Assigned task: Each line of the data below that contains "Left" must be copied.

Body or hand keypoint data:
»»

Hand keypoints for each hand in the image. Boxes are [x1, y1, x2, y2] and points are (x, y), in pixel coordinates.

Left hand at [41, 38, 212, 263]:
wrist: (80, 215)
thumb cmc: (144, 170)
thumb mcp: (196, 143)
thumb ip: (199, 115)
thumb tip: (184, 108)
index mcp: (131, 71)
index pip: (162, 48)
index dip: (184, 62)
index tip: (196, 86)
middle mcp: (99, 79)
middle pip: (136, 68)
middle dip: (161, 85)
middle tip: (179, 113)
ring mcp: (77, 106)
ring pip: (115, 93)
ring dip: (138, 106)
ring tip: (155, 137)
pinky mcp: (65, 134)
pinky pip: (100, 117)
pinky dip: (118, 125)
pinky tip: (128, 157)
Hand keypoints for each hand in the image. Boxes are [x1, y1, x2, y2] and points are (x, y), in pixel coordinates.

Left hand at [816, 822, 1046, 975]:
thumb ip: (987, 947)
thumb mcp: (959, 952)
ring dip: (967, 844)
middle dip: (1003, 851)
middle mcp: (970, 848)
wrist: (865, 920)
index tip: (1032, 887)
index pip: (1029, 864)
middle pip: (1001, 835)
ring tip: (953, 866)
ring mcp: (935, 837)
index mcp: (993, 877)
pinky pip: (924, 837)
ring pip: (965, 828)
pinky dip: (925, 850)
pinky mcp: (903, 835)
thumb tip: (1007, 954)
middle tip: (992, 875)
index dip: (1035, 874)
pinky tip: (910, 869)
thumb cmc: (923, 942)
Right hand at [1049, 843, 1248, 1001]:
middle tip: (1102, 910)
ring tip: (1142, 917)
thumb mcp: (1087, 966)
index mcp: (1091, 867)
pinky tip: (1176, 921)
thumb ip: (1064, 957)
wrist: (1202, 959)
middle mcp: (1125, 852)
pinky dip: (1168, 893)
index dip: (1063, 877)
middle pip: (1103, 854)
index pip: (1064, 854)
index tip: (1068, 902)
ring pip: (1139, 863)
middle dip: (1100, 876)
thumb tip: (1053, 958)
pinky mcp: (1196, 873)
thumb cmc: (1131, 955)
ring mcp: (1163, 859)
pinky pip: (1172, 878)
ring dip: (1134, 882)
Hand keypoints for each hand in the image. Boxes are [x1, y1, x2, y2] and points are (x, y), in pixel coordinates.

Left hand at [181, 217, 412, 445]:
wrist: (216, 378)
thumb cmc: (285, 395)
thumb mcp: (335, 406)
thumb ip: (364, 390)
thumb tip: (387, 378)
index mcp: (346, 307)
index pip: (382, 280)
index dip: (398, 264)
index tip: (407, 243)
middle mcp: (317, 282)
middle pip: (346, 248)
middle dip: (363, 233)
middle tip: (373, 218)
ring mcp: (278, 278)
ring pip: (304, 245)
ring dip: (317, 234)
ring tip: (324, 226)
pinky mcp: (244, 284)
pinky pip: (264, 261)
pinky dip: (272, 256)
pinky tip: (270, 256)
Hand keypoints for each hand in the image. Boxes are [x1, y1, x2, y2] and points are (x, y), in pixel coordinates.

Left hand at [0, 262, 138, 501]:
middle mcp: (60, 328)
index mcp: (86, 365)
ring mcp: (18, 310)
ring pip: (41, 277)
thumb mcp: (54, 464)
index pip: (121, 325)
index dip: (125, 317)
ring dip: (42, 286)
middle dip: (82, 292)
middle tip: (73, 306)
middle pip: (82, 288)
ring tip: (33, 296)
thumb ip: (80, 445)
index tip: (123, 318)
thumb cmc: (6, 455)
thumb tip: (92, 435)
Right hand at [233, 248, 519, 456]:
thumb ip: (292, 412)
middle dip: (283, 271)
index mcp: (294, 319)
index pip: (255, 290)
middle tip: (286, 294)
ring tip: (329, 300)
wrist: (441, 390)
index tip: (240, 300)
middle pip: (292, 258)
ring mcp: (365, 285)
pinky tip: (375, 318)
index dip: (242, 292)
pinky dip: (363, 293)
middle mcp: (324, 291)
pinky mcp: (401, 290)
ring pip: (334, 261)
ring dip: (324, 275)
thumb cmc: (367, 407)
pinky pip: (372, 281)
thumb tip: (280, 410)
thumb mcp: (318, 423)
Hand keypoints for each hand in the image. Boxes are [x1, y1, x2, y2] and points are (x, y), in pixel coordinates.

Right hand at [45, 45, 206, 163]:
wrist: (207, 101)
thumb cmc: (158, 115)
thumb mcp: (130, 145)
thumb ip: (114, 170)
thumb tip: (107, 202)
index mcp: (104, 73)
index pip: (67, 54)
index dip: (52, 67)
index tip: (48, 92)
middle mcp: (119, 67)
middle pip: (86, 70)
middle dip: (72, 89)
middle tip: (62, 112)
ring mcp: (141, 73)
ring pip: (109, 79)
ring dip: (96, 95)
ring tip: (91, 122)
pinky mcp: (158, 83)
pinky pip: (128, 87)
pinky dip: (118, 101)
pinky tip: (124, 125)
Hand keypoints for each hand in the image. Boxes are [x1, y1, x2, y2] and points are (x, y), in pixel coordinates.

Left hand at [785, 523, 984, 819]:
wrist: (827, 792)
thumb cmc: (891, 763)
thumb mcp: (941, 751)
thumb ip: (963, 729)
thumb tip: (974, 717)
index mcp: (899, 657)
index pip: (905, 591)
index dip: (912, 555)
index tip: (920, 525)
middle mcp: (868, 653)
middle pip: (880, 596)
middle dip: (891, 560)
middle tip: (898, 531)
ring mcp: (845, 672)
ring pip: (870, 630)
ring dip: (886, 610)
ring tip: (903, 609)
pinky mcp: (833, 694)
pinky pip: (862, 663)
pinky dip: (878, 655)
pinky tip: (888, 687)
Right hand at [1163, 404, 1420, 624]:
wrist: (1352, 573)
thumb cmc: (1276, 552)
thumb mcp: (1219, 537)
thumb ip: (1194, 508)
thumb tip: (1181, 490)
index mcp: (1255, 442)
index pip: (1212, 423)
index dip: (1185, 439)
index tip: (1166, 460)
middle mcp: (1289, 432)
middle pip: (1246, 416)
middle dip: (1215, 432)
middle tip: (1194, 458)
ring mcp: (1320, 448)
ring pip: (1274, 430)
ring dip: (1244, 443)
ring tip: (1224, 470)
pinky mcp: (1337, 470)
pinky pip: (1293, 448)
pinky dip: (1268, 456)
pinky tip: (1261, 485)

««

Output for this exercise:
Left hand at [41, 38, 212, 263]:
Left hand at [816, 822, 1046, 975]:
Left hand at [181, 217, 412, 445]:
Left hand at [0, 262, 138, 501]:
Left hand at [785, 523, 984, 819]:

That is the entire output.